Back when I first started as a game designer, I assumed that game design docs were like screenplays. You wrote one- usually a meaty fucker coming in at around 200 pages- had it bound all nice and neat, then passed it out to what I assumed would be an eager as hell team who were dying to know what MY vision was! Man, what a fucking joke!
Making games is NOT like that...not at all. And over the years, I've seen my game design docs drop from 200 pages to 5-10 page pamphlets. Sure, if you add up all the additional docs that get written as production rolls on (and other team members have added ideas and mechanics and assets that make YOUR original vision a MUCH IMPROVED TEAM vision, then you prob. surpass the 200 page count). But initial docs, anything beyond 10 pages and you are just writing to hear yourself write...get a fucking blog for that, yeah?

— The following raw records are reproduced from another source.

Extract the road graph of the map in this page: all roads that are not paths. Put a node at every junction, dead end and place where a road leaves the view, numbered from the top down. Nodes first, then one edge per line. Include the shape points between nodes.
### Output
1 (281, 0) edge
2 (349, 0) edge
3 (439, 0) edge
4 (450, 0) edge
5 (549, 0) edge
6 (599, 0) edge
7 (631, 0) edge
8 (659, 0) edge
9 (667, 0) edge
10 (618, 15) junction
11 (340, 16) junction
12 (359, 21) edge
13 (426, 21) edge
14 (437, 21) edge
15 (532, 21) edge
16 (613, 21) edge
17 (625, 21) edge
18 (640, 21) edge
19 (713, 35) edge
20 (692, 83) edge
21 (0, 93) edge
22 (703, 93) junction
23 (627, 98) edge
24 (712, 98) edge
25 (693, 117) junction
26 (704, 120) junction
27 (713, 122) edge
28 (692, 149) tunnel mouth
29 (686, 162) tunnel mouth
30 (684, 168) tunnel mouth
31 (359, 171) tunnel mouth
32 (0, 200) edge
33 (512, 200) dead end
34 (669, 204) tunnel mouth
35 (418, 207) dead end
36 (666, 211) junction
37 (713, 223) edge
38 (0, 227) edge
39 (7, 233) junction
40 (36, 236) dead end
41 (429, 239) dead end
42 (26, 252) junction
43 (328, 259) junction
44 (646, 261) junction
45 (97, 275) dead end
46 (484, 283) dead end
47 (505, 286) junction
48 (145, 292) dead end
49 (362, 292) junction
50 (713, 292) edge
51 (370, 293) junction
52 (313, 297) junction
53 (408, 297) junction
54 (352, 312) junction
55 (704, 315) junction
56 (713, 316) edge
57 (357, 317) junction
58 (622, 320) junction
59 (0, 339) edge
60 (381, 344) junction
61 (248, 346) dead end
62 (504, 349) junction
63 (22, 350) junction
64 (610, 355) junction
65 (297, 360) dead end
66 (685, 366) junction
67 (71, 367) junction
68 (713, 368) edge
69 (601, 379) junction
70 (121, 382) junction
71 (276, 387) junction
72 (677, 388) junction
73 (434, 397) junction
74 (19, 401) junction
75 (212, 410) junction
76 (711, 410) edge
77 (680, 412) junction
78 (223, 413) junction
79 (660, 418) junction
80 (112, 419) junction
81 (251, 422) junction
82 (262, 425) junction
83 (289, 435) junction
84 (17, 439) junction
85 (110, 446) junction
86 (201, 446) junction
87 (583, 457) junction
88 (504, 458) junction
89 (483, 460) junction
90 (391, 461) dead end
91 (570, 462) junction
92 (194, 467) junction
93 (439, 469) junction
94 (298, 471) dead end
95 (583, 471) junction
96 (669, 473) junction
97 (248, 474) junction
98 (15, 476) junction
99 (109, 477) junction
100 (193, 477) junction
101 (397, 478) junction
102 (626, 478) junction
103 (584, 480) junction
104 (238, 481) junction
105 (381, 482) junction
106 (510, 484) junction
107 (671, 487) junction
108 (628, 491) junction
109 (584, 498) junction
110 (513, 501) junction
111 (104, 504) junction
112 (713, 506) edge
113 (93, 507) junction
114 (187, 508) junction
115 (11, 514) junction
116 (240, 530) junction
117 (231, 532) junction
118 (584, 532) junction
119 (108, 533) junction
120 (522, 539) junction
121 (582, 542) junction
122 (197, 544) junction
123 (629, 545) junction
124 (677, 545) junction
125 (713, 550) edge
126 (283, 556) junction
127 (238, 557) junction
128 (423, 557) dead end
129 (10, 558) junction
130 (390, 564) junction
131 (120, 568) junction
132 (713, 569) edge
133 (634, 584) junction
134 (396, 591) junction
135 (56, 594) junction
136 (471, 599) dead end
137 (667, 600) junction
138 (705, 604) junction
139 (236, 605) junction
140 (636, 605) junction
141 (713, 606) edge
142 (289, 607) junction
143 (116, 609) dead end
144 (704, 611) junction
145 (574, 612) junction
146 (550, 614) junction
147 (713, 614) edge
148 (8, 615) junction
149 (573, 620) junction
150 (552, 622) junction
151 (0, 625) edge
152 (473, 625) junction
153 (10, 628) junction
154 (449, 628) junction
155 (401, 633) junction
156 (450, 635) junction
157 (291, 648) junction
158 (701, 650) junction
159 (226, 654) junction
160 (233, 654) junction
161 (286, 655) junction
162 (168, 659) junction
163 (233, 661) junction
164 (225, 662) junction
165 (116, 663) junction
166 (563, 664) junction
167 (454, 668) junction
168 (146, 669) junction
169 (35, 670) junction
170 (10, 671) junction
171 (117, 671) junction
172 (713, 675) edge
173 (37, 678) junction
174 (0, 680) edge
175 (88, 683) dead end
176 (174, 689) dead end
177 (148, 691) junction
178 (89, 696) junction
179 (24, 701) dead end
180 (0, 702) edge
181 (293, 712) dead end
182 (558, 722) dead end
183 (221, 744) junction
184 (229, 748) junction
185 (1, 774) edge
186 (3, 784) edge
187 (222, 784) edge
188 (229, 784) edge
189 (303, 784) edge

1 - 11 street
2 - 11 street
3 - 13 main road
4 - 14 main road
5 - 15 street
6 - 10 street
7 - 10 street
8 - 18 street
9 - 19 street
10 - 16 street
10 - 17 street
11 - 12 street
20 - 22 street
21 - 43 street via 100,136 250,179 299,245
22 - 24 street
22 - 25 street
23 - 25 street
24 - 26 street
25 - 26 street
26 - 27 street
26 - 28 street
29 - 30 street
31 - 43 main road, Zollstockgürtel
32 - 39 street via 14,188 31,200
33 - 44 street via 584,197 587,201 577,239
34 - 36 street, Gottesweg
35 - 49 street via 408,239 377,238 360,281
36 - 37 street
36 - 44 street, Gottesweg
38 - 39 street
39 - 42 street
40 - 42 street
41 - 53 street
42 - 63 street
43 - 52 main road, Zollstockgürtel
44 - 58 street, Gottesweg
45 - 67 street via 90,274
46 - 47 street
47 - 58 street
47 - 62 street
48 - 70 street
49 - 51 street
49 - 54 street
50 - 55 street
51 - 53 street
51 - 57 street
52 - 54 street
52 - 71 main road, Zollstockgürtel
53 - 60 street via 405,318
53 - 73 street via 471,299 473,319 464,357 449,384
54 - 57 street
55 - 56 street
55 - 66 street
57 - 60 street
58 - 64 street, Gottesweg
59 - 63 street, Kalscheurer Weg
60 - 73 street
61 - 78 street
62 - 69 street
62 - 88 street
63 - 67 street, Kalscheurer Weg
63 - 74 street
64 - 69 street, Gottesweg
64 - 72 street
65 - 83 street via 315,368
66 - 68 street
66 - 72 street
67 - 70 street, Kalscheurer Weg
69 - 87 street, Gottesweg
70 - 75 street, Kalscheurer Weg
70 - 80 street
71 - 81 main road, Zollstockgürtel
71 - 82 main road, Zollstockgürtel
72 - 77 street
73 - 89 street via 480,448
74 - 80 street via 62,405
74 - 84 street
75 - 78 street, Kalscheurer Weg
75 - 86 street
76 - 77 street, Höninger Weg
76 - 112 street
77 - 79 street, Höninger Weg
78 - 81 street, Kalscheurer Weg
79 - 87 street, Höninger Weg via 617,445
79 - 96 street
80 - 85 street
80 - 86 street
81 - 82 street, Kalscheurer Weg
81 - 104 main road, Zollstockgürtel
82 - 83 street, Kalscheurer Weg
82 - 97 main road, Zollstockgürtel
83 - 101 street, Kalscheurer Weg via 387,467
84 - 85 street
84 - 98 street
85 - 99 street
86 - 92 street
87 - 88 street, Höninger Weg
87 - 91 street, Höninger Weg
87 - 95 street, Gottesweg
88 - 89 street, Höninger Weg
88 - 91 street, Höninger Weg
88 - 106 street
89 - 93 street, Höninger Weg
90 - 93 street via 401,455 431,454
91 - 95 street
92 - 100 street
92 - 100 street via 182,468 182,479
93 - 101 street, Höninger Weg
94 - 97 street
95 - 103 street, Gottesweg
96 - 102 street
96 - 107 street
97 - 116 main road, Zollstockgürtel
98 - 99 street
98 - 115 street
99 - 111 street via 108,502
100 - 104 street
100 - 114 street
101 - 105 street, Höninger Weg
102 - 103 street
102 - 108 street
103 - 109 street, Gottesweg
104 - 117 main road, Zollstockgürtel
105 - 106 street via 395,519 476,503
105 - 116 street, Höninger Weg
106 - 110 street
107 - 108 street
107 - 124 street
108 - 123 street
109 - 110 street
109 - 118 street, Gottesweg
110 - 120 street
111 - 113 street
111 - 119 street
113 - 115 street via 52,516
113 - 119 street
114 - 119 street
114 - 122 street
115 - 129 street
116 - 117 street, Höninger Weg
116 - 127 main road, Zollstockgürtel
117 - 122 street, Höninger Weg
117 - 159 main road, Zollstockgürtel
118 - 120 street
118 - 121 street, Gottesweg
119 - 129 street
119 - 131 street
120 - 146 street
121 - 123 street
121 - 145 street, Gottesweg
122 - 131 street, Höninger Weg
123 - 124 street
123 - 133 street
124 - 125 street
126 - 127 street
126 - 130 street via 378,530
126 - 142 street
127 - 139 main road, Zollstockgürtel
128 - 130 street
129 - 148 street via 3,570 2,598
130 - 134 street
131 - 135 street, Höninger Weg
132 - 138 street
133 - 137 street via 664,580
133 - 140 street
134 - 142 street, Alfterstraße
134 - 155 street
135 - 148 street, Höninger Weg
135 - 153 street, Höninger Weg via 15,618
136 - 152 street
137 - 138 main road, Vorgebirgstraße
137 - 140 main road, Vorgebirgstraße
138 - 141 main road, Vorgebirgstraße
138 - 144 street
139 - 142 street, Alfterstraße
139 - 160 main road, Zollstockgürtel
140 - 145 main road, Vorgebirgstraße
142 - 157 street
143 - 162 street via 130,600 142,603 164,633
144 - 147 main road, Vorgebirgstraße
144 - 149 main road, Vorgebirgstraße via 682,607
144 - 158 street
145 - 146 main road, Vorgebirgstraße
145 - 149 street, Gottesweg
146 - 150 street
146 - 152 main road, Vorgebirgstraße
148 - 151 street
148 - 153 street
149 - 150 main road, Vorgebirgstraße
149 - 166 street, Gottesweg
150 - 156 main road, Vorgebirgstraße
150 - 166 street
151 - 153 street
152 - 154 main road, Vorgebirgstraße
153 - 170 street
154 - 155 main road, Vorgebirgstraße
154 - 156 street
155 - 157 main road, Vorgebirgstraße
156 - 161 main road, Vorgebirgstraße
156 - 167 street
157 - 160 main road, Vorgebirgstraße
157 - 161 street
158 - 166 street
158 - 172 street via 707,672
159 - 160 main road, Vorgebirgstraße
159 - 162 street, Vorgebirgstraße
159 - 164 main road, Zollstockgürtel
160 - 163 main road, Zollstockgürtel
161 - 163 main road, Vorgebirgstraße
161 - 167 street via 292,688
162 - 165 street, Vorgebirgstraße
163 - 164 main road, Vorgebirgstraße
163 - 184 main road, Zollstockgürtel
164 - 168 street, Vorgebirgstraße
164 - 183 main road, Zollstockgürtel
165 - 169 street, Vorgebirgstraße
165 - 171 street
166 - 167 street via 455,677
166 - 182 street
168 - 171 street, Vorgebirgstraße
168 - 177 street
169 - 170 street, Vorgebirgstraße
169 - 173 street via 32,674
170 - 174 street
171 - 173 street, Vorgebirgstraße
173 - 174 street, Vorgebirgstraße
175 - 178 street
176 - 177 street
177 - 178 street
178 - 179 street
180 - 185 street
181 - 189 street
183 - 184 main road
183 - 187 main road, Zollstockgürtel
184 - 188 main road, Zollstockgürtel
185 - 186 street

And even with just 10 pages, you still end up changing around 80% of the gameplay once you actually get into the game making process.
So as you examine this, the CALLING ALL CARS design doc/pamphlet, that we wrote some 9 months ago, keep in mind that the game you will play next month (if you are so kind as to give our l'll title a shot),that this doc is NOT the game you will play. A good 50-80% has been changed, cut, or adjusted during the game making process. And hell, reading back over this myself, my knee jerk on some of these ideas (ex: different criminals affect player car in different ways) was: fuck, that's a great idea! Why did we cut that?!?
But there is always a reason...and often times, some of the stuff that reads great on paper does NOT turn out great in execution. Better game designers prob. have a higher paper-to-game ratio, but I ain't one of them (as I keep telling you ass holes who accuse me of being arrogant, even when I fucking TELL you I'm still learning the craft!!!)...
Anyway, so here's the doc...hope you get a kick out of it...
And now, gotta get back to tuning! This thing is almost done!